0

I'm writing a program that loads a huge data set (4.G of RAM usage) and writes the data from memory to files. The program will then write the same set of data but in different sequences to different files.

For example:

data: 1, 2, 3, 4 (but in my program, the data is recorded in a dictionary and has a much bigger size)

outfileA: 1, 2, 4, 3 outfileB: 4, 2, 2, 1 .......

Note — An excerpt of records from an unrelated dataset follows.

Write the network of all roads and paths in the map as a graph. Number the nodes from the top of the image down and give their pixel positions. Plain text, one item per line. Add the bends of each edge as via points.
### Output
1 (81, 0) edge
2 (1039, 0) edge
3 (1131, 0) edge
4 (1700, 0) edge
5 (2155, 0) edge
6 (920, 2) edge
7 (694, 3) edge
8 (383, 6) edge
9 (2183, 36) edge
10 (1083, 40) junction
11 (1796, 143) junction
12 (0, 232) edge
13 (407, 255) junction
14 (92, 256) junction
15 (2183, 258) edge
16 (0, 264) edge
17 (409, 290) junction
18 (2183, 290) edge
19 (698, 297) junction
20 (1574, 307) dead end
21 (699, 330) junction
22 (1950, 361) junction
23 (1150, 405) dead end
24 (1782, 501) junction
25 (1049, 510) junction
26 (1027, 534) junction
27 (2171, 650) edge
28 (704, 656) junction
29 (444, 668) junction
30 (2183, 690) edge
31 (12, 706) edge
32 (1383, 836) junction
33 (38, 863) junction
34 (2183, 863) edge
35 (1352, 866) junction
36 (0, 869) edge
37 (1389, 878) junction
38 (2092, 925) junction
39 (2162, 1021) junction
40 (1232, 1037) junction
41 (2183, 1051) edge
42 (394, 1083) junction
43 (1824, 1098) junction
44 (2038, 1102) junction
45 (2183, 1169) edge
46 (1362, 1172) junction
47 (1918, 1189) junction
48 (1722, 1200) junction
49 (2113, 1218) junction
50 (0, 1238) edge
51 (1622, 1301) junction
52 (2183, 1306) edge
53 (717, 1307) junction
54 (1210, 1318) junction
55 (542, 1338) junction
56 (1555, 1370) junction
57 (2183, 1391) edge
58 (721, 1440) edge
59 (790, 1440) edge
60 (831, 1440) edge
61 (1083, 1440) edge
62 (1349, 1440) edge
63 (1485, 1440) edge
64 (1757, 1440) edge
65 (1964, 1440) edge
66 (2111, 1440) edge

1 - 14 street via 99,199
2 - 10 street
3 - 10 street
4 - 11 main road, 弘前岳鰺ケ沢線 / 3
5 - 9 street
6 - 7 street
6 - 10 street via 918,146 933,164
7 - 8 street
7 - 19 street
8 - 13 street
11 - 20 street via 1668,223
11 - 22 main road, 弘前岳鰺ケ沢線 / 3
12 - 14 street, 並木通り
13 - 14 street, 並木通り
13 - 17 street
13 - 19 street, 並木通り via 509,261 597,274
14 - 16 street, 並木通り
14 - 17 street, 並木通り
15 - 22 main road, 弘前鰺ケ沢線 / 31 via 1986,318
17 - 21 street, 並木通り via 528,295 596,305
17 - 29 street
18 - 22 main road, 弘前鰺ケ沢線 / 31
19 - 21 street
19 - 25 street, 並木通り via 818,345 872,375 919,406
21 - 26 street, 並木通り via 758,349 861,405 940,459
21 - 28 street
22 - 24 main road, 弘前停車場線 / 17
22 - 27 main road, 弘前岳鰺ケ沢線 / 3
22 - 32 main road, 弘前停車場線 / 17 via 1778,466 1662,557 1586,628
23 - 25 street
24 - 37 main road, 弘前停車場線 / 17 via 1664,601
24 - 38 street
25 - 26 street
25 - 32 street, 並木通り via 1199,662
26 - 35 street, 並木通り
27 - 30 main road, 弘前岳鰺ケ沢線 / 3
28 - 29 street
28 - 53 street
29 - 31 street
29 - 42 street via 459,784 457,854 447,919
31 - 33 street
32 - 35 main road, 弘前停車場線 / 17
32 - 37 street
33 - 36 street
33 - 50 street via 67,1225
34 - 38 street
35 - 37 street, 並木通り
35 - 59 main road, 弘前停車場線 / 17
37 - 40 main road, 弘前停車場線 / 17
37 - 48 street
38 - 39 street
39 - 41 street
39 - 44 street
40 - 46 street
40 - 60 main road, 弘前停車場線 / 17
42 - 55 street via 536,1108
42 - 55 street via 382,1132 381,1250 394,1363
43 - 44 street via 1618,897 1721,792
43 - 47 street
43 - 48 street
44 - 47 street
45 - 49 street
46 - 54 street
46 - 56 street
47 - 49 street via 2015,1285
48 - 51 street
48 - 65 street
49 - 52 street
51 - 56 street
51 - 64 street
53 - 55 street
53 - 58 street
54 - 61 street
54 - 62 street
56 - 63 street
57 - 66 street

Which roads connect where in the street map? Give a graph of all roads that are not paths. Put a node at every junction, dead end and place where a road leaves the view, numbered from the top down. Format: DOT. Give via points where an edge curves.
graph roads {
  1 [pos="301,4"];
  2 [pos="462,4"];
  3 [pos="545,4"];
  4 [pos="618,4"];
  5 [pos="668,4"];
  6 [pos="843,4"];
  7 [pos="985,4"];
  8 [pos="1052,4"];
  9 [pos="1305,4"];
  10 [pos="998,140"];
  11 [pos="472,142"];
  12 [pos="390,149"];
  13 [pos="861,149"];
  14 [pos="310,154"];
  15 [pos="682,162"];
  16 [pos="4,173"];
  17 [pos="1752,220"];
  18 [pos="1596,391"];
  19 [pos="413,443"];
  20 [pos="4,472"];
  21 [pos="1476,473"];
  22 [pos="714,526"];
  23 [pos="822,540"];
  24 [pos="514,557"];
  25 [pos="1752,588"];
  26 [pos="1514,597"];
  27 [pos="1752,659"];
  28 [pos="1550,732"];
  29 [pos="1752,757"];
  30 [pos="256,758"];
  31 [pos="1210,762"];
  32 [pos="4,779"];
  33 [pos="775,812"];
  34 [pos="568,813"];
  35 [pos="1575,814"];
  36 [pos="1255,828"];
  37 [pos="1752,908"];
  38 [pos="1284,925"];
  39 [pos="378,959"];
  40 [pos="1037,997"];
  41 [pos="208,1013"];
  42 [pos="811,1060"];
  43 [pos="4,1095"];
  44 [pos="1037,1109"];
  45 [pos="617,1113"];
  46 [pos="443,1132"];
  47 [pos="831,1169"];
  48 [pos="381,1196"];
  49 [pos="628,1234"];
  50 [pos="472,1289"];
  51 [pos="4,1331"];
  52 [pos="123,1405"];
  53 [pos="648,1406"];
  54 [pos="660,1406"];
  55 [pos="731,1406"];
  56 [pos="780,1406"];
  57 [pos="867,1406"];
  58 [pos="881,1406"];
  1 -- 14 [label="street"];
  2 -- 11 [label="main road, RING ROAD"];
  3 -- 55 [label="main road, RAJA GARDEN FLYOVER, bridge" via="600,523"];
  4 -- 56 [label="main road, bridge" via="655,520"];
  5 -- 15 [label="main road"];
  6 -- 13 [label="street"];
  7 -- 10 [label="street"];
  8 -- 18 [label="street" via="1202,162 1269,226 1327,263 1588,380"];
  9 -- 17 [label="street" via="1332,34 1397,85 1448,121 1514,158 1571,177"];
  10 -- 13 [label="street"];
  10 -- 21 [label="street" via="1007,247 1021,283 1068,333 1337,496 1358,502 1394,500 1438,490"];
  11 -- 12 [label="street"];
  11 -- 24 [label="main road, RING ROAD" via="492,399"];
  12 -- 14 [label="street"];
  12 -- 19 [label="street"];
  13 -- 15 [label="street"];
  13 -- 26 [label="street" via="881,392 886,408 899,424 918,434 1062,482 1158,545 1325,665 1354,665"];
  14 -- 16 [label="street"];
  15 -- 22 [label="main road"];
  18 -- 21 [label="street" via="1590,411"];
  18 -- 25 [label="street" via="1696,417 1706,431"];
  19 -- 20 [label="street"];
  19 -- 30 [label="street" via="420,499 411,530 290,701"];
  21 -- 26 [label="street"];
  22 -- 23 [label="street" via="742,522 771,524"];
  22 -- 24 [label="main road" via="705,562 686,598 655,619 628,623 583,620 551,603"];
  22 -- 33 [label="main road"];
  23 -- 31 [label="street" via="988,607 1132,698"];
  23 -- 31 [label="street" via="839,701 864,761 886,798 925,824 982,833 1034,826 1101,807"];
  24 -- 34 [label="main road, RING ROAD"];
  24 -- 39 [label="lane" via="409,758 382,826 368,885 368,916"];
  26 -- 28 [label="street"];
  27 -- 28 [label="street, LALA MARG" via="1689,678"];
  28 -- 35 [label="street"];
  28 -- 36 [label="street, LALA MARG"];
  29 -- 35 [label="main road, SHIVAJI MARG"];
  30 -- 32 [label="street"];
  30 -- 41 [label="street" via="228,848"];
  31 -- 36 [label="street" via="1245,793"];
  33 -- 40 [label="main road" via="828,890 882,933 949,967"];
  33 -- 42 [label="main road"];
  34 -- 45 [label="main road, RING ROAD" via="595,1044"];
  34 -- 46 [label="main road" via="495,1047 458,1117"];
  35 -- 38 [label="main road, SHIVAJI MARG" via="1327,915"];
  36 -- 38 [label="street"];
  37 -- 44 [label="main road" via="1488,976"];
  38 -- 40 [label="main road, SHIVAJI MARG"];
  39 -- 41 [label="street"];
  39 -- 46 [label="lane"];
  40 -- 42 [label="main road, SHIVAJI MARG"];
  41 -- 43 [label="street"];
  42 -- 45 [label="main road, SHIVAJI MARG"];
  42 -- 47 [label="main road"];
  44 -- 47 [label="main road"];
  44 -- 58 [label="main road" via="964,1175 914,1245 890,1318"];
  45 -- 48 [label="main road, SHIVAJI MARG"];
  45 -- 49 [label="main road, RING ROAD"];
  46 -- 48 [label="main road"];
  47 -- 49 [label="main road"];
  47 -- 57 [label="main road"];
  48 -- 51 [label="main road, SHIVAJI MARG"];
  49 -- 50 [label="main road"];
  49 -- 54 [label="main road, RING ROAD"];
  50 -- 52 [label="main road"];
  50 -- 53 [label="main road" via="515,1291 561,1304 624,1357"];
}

I tried to use multiprocessing to speed up my process and resample the index of the array when writing to file. However, each subprocess I used will take the additional memory. For example, the data set will take 4.5G of RAM, and each subprocess will take additional 4G of RAM when running. The weird thing is when I do not use the multiprocess, the writing process doesn't use additional memory at all. Below is a simple example that explains my question (doesn't include the resample part):

I'm running my code on macOS

import multiprocessing as mp

di = {}
l1 = ['a','b','c','d']
l2 = ['b','b','c','e']

for i in range(0,2):
    name = "abc"+str(i)
    di.update({name:[l1,l2]})

def writ(dirname):
    outfile = open(dirname,'w')
    for i in di:
        for object in di[i][0]:
            outfile.write(object)

p1 = mp.Process(target = writ,args=('d1',))
p2 = mp.Process(target = writ,args=('d2',))

p1.start()
p2.start()

In my real program, the data dictionary takes 4.5G of RAM and each subprocess will take additional 4G of RAM when running. However, that's not the case when I do not use the multiprocess and just call the function. If I just call the function, it will not take additional memory. It then confused me since it only read the saved memory and write the memory to files. That shouldn't take additional memory. I think similar additional memory usage also happens to the above sample code.

  • 1
    `multiprocessing` uses *multiple python processes*. It creates *copies* of the data from the parent process. Since you are using an I/O bound task, this would actually be a good use-case for the `threading` module instead, although your resample might complicate this. – juanpa.arrivillaga Jul 16 '18 at 04:46
  • @juanpa.arrivillaga I read some other post and realized that macOS wouldn't copy the data from parent process since it uses the copy-on-write process. Please correct me if im wrong – Unsalted Fish Jul 16 '18 at 04:55
  • Please show us your sources! – Klaus D. Jul 16 '18 at 05:05
  • @KlausD. This is where I read the COW process, and I also update the code. https://stackoverflow.com/questions/14749897/python-multiprocessing-memory-usage – Unsalted Fish Jul 16 '18 at 05:18
  • Every time you reference a Python object you potentially increase it's reference count, thus COW will rarely benefit you if you use Python, unless you work with some low-level libraries and take special care. Indeed, this very thing is discussed in the link you provided. Your `dict` objects will definitely be copied here, and that is *expected* – juanpa.arrivillaga Jul 16 '18 at 06:07
  • COW means that the memory won't be actually copied, unless needed. It still is allocated for the process though. Now, actually if you do not run out of memory to the point of failing... and you do not actually change the large data read in... you might be just fine as long as you do not let it bother you that your program is reported being used (and something else doesn't need that memory). – Ondrej K. Jul 16 '18 at 11:00

0 Answers0